Here’s a roadmap of what is to come: To explore the response geometry of our target neuron, we will first take a two-dimensional cross section of the high-dimensional input space. Next we will discretize the cross section, that is to say we will sample the cross section with a tiling of points evenly spaced from the minimum allowable pixel value to the maximum. Then we will measure the output of the neuron for each of the images selected from the discretization process. Finally, we will measure the curvature of the response surface to quantify selectivity and invariance of the neuron.

Choosing a cross section

We are interested in the behavior of the target neuron for images that it cares about, or ones it would see in its natural environment. As such, we shouldn’t use just any old cross section to analyze a neuron, but instead cross sections that contain images (i.e. points) that are relevant for that neuron. Cross sections are defined by two vectors, which are mathematical objects that point in a particular direction in space and are drawn as arrows. If we set at least one of the vectors to be pointing in the direction of an image that the neuron cares about, then we know that the cross section at least partially contains interesting inputs for the neuron.
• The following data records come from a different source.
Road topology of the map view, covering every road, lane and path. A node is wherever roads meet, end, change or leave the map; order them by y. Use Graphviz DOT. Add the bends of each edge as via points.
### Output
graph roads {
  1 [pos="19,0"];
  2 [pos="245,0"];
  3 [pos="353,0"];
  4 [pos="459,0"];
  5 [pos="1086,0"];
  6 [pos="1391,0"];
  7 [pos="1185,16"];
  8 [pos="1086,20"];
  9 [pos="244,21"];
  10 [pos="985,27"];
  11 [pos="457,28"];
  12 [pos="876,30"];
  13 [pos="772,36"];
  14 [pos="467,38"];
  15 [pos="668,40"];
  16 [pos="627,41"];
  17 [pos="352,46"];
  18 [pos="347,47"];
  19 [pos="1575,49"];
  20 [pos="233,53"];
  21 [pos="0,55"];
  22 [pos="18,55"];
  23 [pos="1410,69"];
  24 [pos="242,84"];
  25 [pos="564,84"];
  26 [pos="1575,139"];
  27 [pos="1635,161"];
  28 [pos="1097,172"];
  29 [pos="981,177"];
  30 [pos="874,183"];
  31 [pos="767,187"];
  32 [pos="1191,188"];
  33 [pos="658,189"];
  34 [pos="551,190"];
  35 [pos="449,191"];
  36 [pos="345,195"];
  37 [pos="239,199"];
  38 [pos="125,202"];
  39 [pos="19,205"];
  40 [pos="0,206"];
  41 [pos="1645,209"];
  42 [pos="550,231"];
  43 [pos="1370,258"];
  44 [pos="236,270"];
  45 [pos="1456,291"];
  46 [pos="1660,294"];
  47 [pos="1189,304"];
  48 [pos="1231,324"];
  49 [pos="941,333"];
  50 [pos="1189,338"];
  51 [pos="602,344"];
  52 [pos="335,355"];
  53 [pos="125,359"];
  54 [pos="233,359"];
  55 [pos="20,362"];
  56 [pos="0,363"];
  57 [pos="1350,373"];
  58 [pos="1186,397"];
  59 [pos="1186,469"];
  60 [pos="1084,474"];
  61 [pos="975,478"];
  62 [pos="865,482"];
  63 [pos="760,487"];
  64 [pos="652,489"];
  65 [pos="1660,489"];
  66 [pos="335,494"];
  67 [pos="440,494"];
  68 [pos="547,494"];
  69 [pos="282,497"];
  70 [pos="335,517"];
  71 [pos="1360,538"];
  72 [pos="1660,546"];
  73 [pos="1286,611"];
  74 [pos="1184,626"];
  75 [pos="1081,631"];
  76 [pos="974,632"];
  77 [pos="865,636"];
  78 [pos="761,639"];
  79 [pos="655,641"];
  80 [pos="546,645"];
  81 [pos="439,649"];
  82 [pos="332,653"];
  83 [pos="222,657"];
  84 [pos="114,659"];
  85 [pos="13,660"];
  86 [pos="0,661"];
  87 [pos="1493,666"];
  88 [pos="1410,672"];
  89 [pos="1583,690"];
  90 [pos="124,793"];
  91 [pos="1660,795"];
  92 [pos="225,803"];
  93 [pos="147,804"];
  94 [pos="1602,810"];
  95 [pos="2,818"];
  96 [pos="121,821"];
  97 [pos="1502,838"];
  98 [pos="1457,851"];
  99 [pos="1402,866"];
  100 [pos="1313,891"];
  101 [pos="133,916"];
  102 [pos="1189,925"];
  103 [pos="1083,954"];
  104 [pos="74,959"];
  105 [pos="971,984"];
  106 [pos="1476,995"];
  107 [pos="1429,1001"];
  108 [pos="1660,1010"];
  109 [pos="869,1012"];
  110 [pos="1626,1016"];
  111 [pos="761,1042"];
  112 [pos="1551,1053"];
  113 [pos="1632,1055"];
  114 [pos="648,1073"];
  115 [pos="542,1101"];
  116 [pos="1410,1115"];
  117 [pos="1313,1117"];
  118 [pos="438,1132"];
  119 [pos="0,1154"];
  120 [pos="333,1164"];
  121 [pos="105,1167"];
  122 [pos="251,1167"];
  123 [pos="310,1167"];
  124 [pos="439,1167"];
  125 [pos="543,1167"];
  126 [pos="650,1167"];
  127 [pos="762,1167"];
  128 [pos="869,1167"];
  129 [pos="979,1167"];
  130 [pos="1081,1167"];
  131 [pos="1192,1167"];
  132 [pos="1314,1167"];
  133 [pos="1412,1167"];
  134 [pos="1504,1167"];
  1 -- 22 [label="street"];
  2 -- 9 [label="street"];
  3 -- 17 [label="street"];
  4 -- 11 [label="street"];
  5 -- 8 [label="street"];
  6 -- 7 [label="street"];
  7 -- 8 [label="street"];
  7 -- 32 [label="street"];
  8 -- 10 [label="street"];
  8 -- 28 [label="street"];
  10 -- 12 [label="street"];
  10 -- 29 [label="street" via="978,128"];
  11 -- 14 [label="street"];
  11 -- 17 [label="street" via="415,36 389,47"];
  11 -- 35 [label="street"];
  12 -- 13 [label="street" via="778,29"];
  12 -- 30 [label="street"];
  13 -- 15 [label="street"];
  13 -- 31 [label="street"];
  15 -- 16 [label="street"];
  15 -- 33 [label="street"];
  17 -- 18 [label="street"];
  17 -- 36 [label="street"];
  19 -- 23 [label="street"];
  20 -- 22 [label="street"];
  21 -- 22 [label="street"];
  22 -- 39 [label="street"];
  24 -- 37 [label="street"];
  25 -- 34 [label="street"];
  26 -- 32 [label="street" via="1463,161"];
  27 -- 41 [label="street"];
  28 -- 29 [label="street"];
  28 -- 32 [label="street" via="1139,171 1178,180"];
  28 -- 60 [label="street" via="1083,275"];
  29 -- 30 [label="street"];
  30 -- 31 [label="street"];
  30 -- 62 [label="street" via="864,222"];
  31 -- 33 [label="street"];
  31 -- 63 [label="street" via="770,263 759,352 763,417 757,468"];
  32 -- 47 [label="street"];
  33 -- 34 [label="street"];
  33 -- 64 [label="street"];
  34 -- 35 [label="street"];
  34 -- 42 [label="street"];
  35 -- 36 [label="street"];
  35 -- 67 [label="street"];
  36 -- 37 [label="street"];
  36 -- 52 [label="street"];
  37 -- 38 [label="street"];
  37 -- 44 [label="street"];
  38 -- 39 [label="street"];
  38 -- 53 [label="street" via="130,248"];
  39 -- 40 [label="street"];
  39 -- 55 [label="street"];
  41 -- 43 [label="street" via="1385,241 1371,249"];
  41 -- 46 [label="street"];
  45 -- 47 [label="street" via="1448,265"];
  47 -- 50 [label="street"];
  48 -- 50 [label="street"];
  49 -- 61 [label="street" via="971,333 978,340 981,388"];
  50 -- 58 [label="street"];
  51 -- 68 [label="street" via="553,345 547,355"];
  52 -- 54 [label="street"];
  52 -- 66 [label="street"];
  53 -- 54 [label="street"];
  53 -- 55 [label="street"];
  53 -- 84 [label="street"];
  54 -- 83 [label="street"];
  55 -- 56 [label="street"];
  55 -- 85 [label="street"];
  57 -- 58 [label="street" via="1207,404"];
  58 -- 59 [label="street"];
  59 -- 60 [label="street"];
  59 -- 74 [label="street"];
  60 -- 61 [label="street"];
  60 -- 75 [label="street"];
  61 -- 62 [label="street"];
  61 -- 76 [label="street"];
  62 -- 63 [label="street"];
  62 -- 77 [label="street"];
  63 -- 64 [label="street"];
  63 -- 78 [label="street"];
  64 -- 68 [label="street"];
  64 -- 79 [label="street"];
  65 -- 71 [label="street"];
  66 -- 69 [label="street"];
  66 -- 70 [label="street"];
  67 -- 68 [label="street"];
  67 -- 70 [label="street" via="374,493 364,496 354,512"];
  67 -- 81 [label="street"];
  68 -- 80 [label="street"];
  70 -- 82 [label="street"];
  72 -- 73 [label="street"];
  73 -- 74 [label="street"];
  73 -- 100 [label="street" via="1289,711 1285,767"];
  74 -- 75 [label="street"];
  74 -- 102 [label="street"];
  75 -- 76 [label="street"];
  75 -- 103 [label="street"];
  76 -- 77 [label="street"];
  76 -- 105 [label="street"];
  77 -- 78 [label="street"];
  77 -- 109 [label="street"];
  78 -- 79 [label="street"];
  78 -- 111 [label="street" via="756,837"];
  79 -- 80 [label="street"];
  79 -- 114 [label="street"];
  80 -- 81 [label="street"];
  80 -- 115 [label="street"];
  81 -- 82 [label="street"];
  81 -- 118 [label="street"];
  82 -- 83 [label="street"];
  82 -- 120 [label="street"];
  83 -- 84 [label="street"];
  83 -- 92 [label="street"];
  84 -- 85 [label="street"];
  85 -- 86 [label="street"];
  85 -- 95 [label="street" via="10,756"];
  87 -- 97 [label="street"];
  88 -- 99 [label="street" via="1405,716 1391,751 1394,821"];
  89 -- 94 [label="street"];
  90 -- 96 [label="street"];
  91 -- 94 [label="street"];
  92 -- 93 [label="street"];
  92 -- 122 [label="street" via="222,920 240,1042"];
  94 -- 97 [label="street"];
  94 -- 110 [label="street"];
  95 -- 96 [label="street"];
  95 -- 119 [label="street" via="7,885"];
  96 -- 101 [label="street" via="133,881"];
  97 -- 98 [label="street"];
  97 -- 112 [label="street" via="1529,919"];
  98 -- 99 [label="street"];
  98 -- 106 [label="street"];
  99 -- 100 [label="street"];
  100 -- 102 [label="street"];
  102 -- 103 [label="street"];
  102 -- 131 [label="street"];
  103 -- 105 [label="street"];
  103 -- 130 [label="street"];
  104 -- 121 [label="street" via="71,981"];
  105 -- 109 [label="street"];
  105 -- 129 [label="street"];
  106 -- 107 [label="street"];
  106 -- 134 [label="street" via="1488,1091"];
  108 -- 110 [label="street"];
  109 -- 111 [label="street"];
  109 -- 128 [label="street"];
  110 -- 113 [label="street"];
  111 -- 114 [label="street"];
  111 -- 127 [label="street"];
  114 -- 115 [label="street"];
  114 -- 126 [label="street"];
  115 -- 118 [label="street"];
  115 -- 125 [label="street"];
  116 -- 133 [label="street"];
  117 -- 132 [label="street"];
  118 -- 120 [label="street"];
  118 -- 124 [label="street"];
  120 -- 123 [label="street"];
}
The next figure illustrates how each point in the grid can be reshaped to be visualized as an image. A few of the points around the edges are displayed as images. Notice how these images have some structure to them and are systematic in how they look. For any given cross section, all of the images are coplanar, which is to say that they can all be described as a linear combination of two exemplar images. This idea of linearity is also illustrated in the figure below in that all of the corner images can be constructed by adding two of the center images.


fig. 3 We discretize a cross section of the input space into a two-dimensional grid and collect the points to define a dataset of images. The black arrows are perpendicular vectors that define the cross section. The origin for all of the cross sections we consider here will be a zero-contrast image, in other words a uniform gray image.

In addition to constraining our input space to be coplanar, we are also going to constrain our output space to simplify the analysis. Specifically, we are going to look at the curvature of the iso-response contours of the neuron. These contours are connected points that all produce the same (hense “iso”) output from the neuron and they all exist on the cross section. To see the iso-response contours, we will compute the neuron’s activity (i.e. its output) for all of the cross section images and then recolor the points according to the activity.

As I said before, we want to pick a cross section that is relevant for our neuron. To do this we define one of the two cross section axes as the neuron’s maximally exciting image (MEI), which is an image that was optimized to look like the feature in the world that is most interesting to the neuron. There are a lot of ways to find a neuron’s MEI in neuroscience and in artificial neural network research, but for now let’s leave aside how the image was produced and just assume it is representative of what the neuron likes most. Going forward, we will represent the MEI with the symbol \(\Phi_{k}\), where the \(k\) tells us it is the MEI for the \(k\)th neuron in our assembly. For now the other axis can be any random orthogonal (i.e. perpendicular) image, but we will choose more specific orthogonal images later.


fig. 4 The horizontal axis for an image cross section is always the target neuron’s maximally exciting image, or MEI.

Plotting the contours

We can now color the points according to the neuron’s activity, \(a_{k}\). Visualizing the iso-response contours is easy, we just collect the output values into a fixed number of bins and then the bin boundaries will lie along iso-response contours. Here’s what it would look like for a simple linear neuron:


fig. 5 The iso-response contours for a linear neuron are straight and orthogonal to the neuron’s MEI, \(\Phi_{k}\). In this image, \(\Phi_{j}\) indicates the MEI for some other neuron and \(\nu\) indicates the chosen orthogonal axis. For a linear neuron, the iso-response contours will be straight regardless of the chosen direction for \(\nu\). The color indicates the output activity of neuron \(k\), where blue is low and yellow is high.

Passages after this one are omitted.